> _Task instructions_
Reproduce the records below in full and without edits, omitting images.

> _Extracted material_
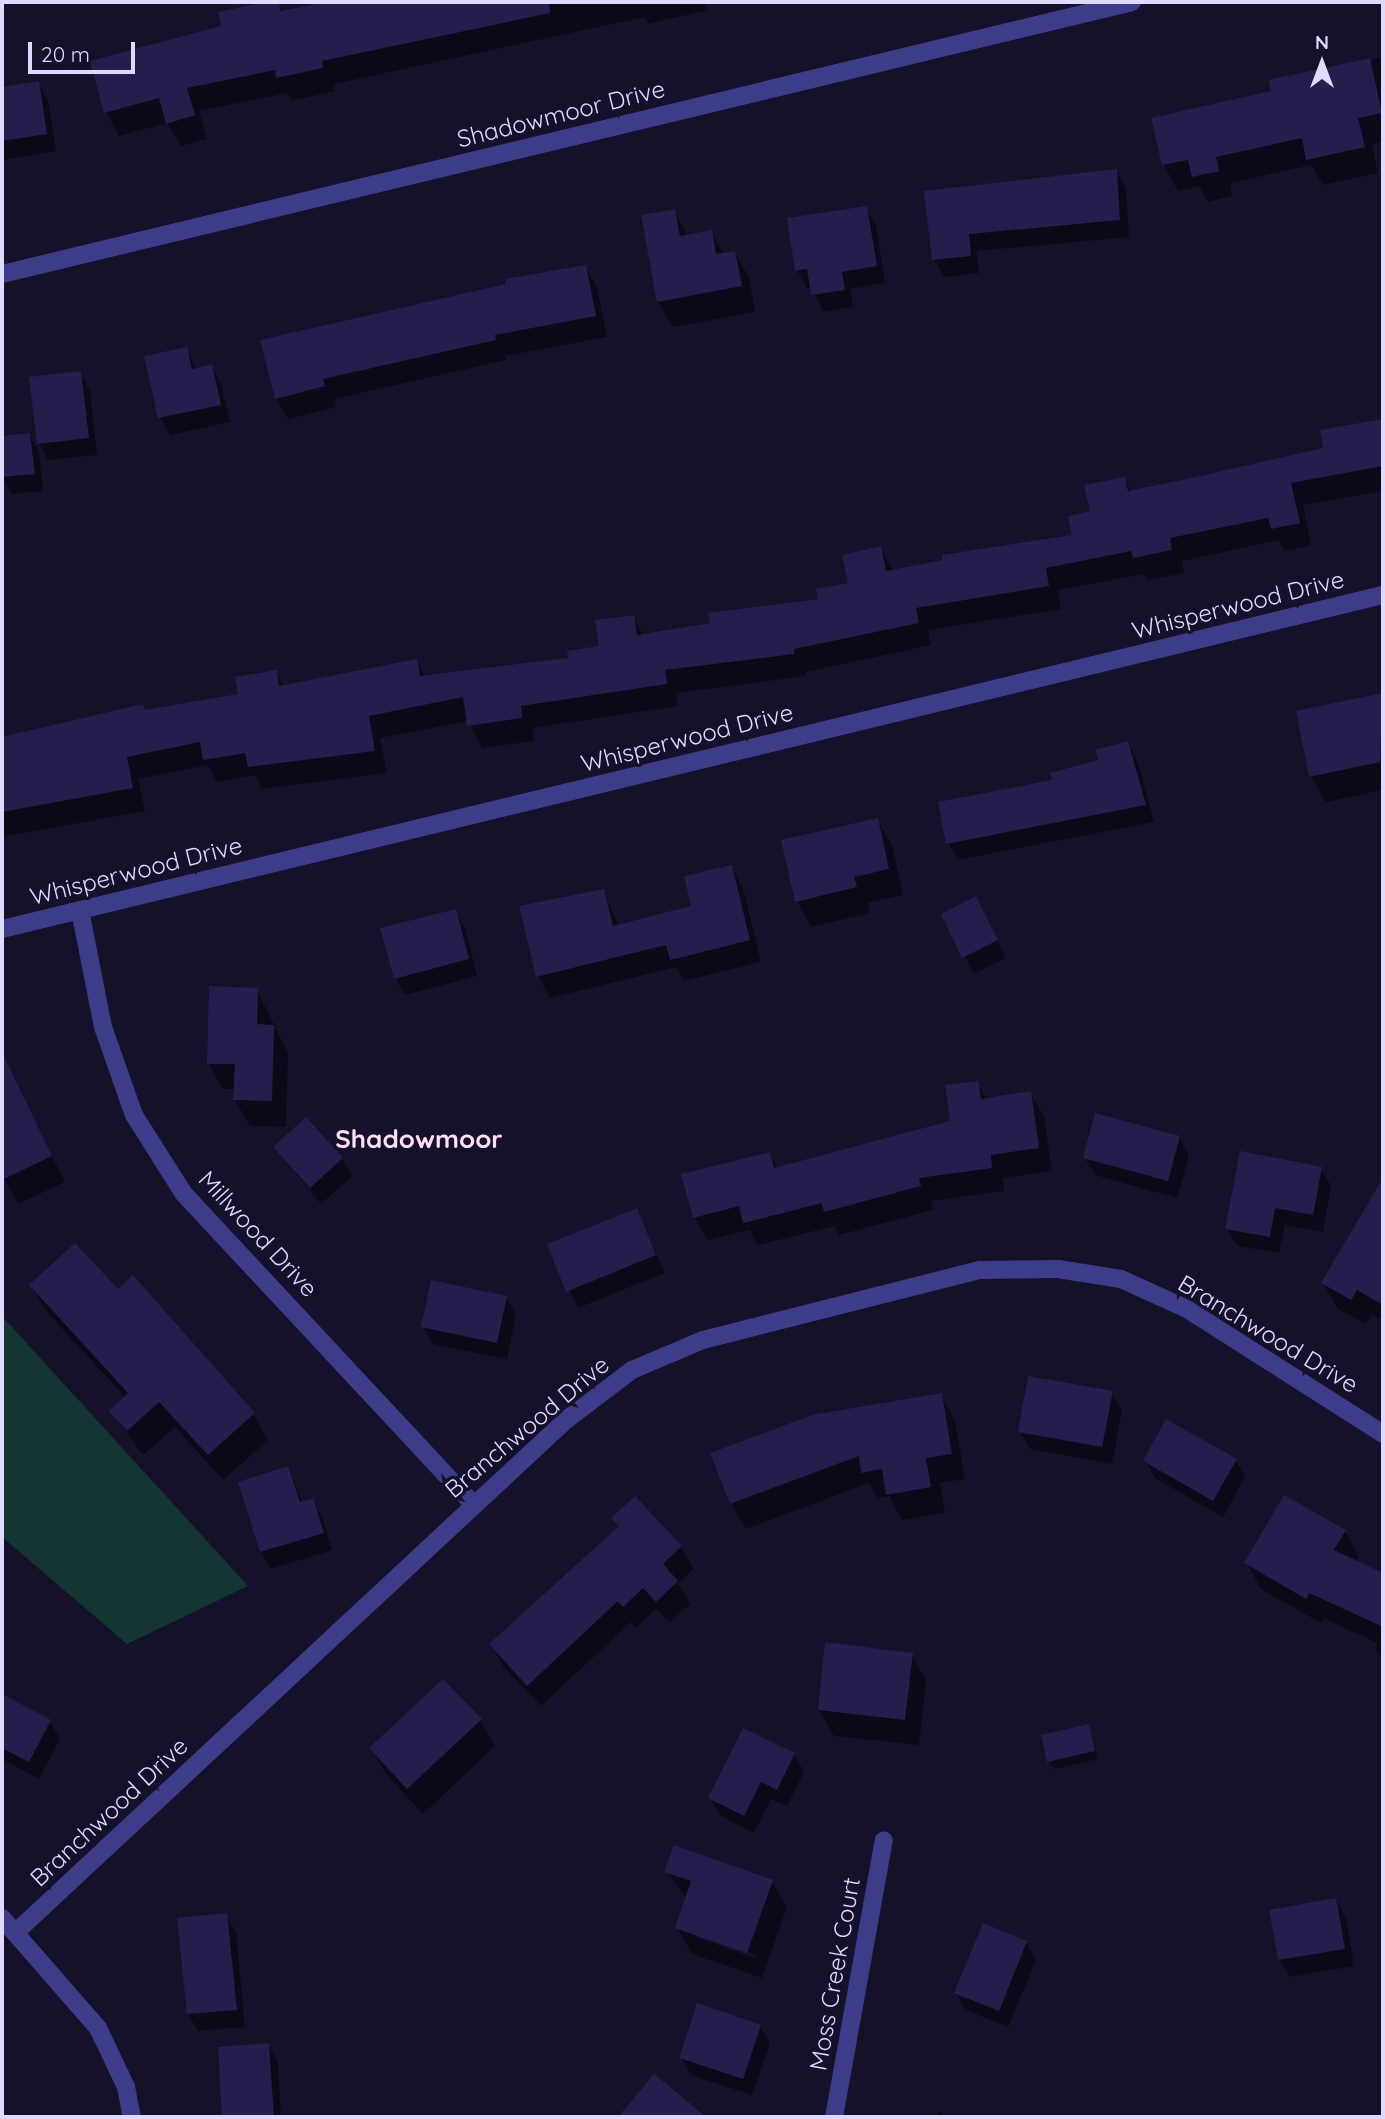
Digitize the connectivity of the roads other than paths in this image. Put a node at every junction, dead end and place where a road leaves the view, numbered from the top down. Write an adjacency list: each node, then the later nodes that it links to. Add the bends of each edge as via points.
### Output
1 (1132, 2): 2 (street, Shadowmoor Drive)
2 (2, 274)
3 (1383, 595): 4 (street, Whisperwood Drive)
4 (80, 910): 5 (street, Whisperwood Drive); 7 (street, Millwood Drive, via 103,1027 134,1115 184,1194)
5 (2, 929)
6 (1383, 1434): 7 (street, Branchwood Drive, via 1187,1309 1121,1279 1058,1269 980,1270 762,1322 703,1340 632,1370 566,1420)
7 (473, 1504): 10 (street, Branchwood Drive)
8 (884, 1840): 12 (street, Moss Creek Court)
9 (2, 1918): 10 (street)
10 (16, 1932): 11 (street, via 98,2028 126,2087)
11 (132, 2117)
12 (834, 2117)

> _Task result_
Digitize the connectivity of the roads other than paths in this image. Put a node at every junction, dead end and place where a road leaves the view, numbered from the top down. Write an adjacency list: each node, then the later nodes that it links to. Add the bends of each edge as via points.
### Output
1 (1132, 2): 2 (street, Shadowmoor Drive)
2 (2, 274)
3 (1383, 595): 4 (street, Whisperwood Drive)
4 (80, 910): 5 (street, Whisperwood Drive); 7 (street, Millwood Drive, via 103,1027 134,1115 184,1194)
5 (2, 929)
6 (1383, 1434): 7 (street, Branchwood Drive, via 1187,1309 1121,1279 1058,1269 980,1270 762,1322 703,1340 632,1370 566,1420)
7 (473, 1504): 10 (street, Branchwood Drive)
8 (884, 1840): 12 (street, Moss Creek Court)
9 (2, 1918): 10 (street)
10 (16, 1932): 11 (street, via 98,2028 126,2087)
11 (132, 2117)
12 (834, 2117)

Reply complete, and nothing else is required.